Choosing the Best Pond Lighting
You Must Choose The Best Pond Lighting
Choosing the best lighting for your home is an essential process. But choosing the best pond lighting and effective garden lighting, in the form of patio lights or even just a simple pond light, is an afterthought for many homeowners.
The reality is that any form of garden lighting will help to transform an outdoor area into a pleasant place at night. Additionally, not only does lighting add a certain ambiance, but it also creates a feeling of security.
On the deck or patio, lighting has a profoundly practical purpose, enabling you to use the area for entertaining or to just make it a suitable place to sit outdoors in the evening and relax or have an al fresco meal with friends or family.
If you have a swimming pool or a fish pond in the garden, outdoor lighting takes on a whole new meaning. By lighting up the water and the surrounding area, you can highlight plants and other features and enable people to see the fish at night. By installing a pool light in the water itself, you will add an even more magical element into the garden.
Finding the Best Pond Lighting
While landscape light fittings are normally only available from specialist landscape or light stores, outlets that specialize in fish pond supplies have various pond lights that may either be fitted within the pond, or allowed to float on the water.
First of all you need to decide where you want to install pond lighting. The options are:
- in the pond
- floating on the water
- outside the pond itself
If you want the best pond lighting out of the pond, all the landscaping lighting possibilities are possible. For example you can install:
- a spotlight that focuses on a feature next to or in the pond
- backlights behind plants around or in the pond
- uplighters that are mounted low on the ground so that they shine upwards creating a dramatic effect
- grazing lights that are aimed nearly parallel to the surface so that they accent the texture and surface color of the water in the pond
- moonlights set in the upper branches of trees so that they shine down on the water imitating the light of the moon
- ordinary lamps that simply light up the immediate area in and around the pond
The Technical Elements of Pond Lighting
Many landscape-type lighting systems operate on 12 volts, which makes it low voltage and therefore safe around water.
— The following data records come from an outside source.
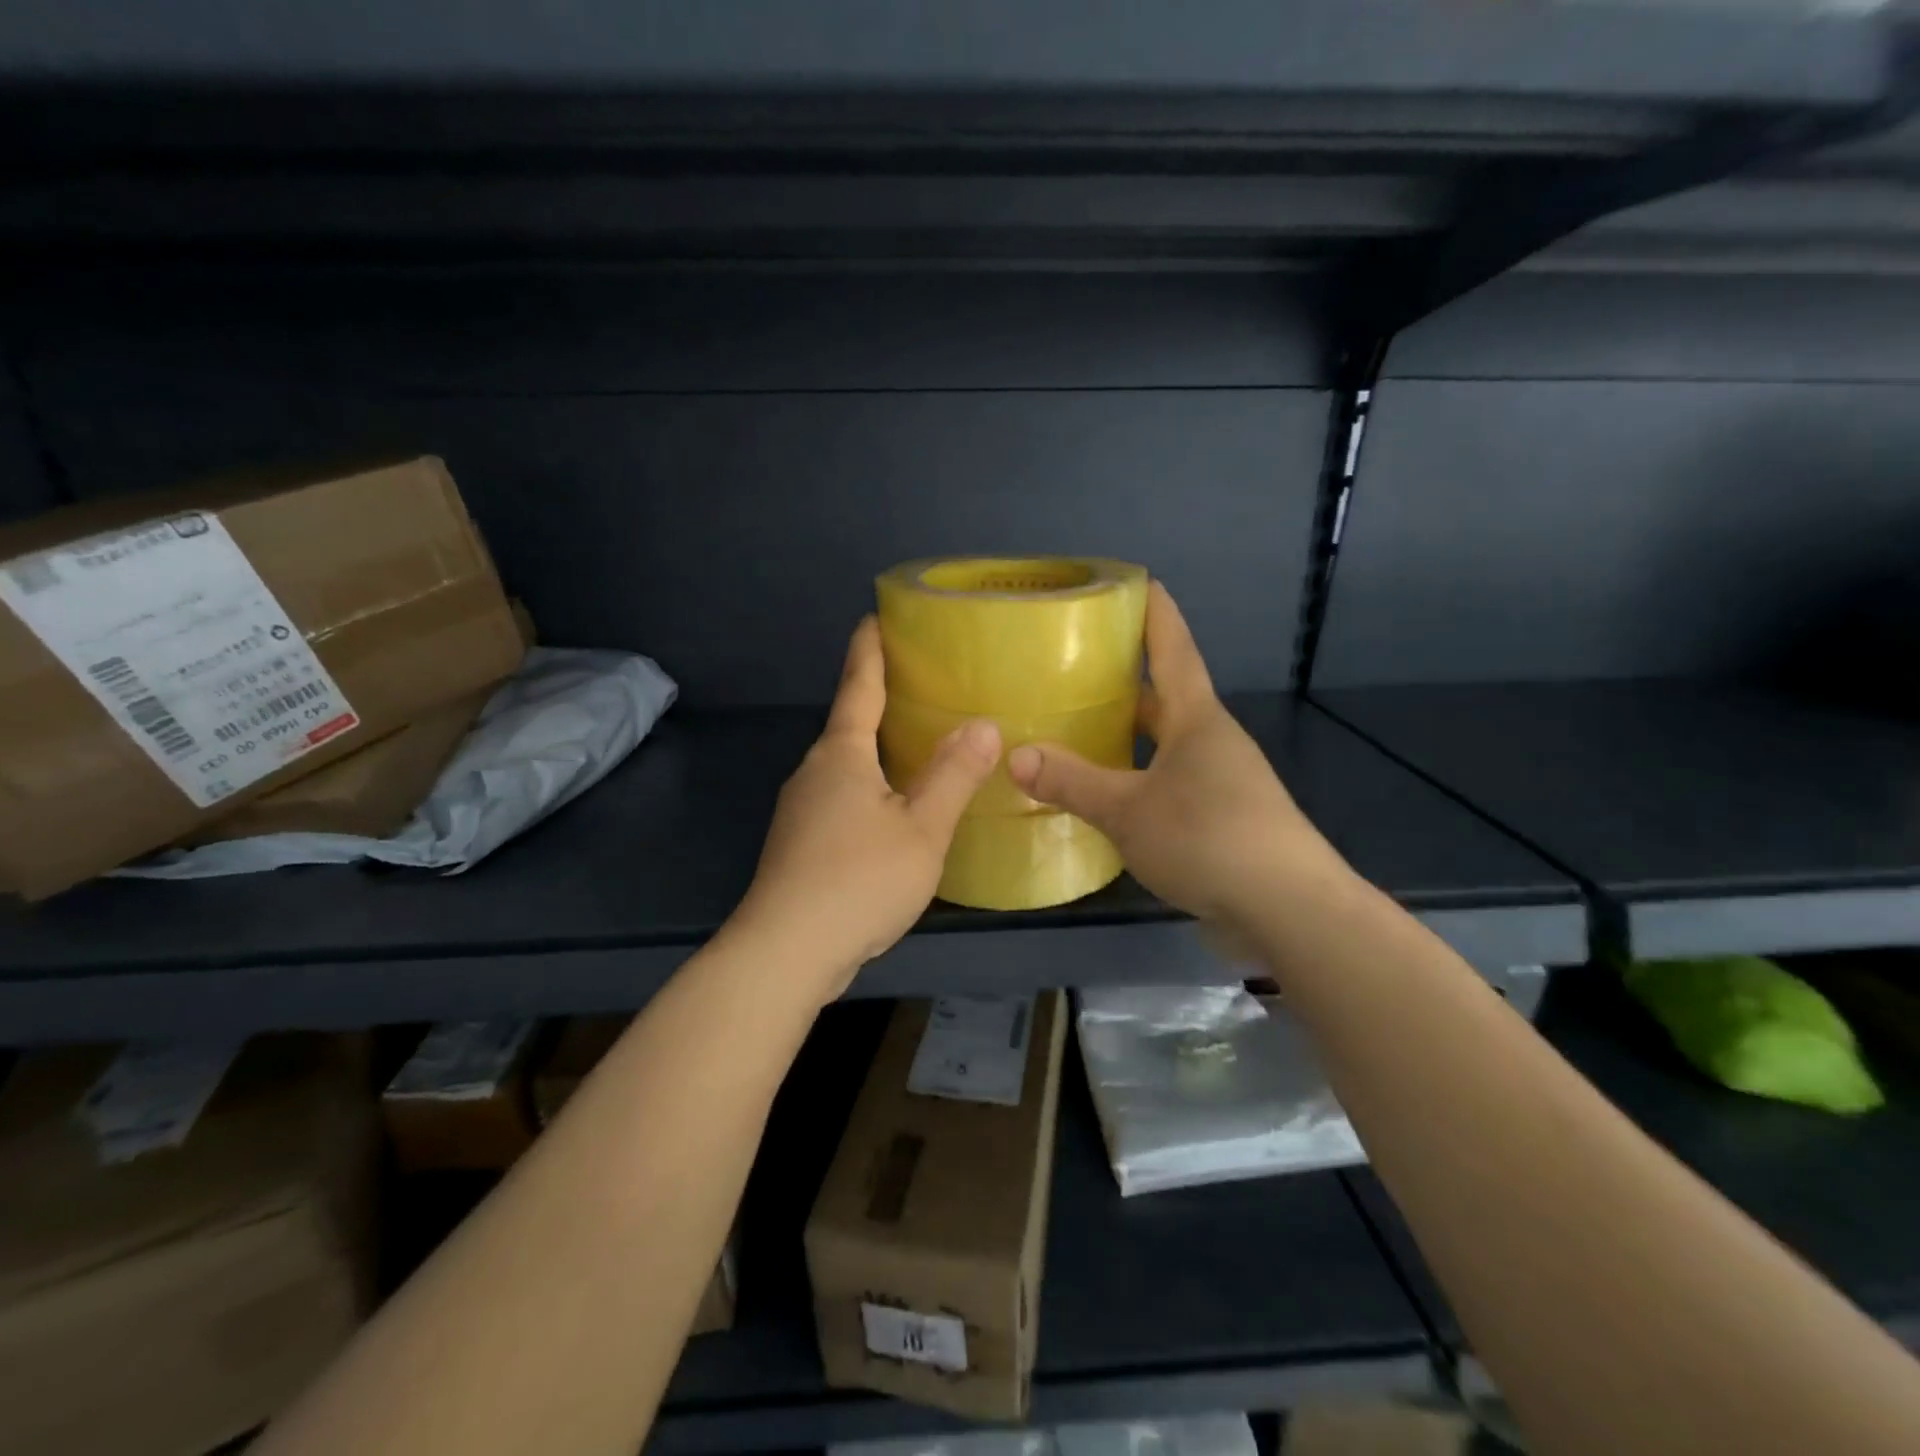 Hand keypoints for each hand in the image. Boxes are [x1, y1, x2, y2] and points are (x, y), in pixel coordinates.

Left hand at [736, 616, 1000, 997]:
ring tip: (918, 746)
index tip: (874, 617)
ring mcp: (800, 810)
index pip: (858, 686)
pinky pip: (841, 799)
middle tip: (922, 685)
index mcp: (841, 755)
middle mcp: (813, 772)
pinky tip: (894, 810)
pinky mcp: (799, 844)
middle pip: (850, 724)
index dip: (869, 650)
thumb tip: (983, 724)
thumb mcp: (921, 829)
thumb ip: (953, 775)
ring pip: (846, 766)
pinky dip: (869, 788)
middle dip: (880, 701)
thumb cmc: (858, 880)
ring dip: (876, 750)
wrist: (785, 952)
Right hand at [1007, 581, 1338, 929]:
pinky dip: (1137, 776)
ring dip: (1129, 733)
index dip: (1154, 612)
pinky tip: (1108, 794)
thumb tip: (1015, 756)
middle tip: (1076, 665)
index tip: (1137, 580)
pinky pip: (1169, 782)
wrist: (1288, 909)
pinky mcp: (1221, 818)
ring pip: (1165, 743)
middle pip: (1166, 695)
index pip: (1173, 648)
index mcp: (1195, 719)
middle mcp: (1211, 740)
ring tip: (1079, 728)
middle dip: (1127, 678)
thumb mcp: (1128, 810)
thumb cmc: (1209, 838)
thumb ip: (1072, 782)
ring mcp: (1221, 780)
But you will also need a transformer, and you may need an electrician to install the lights.
A typical 300-watt transformer will power 12 lamps operating at 20 watts. It is usually best to buy a system that allows more than you need, in case you want to add more lights at a later stage.
Alternatively you can buy solar-powered lights that don’t use electricity at all. There are many different options in many different styles. The beauty of solar power is that you harness the energy of the sun during the day and then use it at night to light up your home and garden.
Underwater Lights
While underwater lights are very common in swimming pools, not that many people opt for them in fish ponds. But in recent years, as low energy lighting options have become more accessible and less expensive, more and more people are now looking at the option of using LED (light omitting diode) lights in their ponds. As technology continues to improve, there are an increasing number of options available.
Solar-powered floating lights have become popular in recent years. There are those that come with their own solar panels and others that operate from a separate unit. There are also a host of solar-powered lights that look like rocks, water lilies or other supposedly natural features.
Last of all, you can buy floating candles that look amazing in ponds at night. The only problem with these is that if the wind blows, they tend to go out.